Hydrogen peroxide (H 2 O 2 ) plays important roles in cellular signaling, yet nonetheless is toxic at higher concentrations. Surprisingly, the mechanism(s) of cellular H 2 O 2 toxicity remain poorly understood. Here, we reveal an important role for mitochondrial 1‐Cys peroxiredoxin from budding yeast, Prx1, in regulating H 2 O 2 ‐induced cell death. We show that Prx1 efficiently transfers oxidative equivalents from H 2 O 2 to the mitochondrial glutathione pool.
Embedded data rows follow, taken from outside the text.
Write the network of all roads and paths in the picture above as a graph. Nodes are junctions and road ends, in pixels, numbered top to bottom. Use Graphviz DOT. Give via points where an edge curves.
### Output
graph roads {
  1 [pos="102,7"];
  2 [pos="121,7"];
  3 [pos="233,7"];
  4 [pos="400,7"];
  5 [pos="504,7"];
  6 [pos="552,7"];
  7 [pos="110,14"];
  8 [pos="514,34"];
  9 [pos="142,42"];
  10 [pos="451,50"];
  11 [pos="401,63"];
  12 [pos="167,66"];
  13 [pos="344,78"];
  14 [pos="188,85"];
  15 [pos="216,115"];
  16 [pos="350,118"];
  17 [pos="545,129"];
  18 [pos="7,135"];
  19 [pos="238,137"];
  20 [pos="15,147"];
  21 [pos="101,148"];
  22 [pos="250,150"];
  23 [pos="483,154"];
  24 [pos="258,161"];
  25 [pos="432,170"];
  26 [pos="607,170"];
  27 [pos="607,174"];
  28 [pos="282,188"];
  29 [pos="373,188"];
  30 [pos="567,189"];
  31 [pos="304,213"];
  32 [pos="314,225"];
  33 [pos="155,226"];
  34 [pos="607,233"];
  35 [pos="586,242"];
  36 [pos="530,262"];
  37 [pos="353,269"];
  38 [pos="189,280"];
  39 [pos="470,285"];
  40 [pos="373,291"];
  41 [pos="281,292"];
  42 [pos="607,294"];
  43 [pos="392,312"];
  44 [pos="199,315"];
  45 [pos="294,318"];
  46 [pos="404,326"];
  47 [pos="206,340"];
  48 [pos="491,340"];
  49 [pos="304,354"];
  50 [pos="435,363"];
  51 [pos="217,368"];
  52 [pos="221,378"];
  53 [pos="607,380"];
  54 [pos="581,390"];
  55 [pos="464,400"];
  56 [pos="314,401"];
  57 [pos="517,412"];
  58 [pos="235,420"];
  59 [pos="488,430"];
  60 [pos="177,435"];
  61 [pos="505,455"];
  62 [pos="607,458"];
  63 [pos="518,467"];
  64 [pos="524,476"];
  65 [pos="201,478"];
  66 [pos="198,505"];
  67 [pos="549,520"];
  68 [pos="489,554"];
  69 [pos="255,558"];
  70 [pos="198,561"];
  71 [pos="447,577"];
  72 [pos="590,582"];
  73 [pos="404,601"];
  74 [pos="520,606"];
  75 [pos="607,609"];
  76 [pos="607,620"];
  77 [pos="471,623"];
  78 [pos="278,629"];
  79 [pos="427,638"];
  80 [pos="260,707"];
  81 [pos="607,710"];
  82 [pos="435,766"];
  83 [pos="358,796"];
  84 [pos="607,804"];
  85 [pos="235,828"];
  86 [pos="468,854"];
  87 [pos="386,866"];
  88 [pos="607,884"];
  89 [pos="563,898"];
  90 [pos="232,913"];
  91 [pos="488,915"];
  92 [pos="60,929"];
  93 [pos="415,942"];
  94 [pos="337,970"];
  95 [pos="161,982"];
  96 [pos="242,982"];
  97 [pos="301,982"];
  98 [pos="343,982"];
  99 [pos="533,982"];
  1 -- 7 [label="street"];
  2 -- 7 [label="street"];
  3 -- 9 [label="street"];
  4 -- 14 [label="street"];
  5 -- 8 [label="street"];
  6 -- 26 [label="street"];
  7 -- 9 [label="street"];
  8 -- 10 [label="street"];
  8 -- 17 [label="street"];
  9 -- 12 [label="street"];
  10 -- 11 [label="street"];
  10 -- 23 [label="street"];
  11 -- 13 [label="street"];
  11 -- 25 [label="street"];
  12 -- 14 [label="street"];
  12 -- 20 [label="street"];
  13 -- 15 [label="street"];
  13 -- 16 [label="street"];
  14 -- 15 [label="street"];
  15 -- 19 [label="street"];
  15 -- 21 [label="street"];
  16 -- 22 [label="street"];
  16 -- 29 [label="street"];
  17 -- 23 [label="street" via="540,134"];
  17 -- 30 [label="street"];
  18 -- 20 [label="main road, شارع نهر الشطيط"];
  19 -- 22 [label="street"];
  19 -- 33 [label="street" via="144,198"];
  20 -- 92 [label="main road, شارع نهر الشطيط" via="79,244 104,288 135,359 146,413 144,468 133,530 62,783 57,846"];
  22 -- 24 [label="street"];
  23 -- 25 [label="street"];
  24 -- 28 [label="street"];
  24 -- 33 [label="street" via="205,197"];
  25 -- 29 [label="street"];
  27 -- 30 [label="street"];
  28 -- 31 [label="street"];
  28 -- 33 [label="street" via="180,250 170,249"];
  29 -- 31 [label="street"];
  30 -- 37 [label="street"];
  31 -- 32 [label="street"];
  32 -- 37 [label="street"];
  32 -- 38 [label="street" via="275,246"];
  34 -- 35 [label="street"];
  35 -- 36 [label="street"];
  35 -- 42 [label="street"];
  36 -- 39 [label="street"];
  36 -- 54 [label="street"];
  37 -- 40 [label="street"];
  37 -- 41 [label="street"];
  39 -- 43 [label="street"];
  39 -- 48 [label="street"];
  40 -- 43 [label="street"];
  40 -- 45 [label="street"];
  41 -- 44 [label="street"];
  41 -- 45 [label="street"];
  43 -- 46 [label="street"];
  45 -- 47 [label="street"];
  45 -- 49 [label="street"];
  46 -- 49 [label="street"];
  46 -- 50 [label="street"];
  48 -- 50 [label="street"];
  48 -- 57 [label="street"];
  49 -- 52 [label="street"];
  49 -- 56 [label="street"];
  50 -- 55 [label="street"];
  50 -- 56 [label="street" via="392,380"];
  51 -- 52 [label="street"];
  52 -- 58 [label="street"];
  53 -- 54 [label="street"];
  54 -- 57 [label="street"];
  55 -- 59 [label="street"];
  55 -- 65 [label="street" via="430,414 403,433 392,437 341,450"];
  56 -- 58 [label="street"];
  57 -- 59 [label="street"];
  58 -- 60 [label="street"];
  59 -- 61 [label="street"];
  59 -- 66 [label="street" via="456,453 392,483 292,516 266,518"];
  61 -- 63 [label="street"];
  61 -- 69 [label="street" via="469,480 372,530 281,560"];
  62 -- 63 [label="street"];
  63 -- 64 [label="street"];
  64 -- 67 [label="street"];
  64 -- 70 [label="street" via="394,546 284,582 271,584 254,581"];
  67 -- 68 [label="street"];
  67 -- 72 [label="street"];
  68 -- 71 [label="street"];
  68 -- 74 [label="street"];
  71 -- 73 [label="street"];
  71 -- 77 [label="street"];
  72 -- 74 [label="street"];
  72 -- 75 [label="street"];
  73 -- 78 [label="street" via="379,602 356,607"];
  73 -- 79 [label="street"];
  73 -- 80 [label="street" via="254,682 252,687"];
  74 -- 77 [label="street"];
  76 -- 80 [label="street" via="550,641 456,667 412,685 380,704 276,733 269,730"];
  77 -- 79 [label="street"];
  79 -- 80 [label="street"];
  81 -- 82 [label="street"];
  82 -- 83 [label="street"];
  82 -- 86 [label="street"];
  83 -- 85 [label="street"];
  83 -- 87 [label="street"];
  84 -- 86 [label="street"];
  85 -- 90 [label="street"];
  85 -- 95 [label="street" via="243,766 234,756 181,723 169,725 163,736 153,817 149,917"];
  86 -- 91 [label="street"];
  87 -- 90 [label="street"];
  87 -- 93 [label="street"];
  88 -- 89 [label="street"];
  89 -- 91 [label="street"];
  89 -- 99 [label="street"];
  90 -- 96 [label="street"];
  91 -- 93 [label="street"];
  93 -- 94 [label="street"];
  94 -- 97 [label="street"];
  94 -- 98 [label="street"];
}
Deletion of PRX 1 abrogates glutathione oxidation and leads to a cytosolic adaptive response involving upregulation of the catalase, Ctt1. Both of these effects contribute to improved cell viability following an acute H 2 O 2 challenge. By replacing PRX 1 with natural and engineered peroxiredoxin variants, we could predictably induce widely differing matrix glutathione responses to H 2 O 2 . Therefore, we demonstrated a key role for matrix glutathione oxidation in driving H 2 O 2 ‐induced cell death. Finally, we reveal that hyperoxidation of Prx1 serves as a switch‐off mechanism to limit oxidation of matrix glutathione at high H 2 O 2 concentrations. This enables yeast cells to strike a fine balance between H 2 O 2 removal and limitation of matrix glutathione oxidation.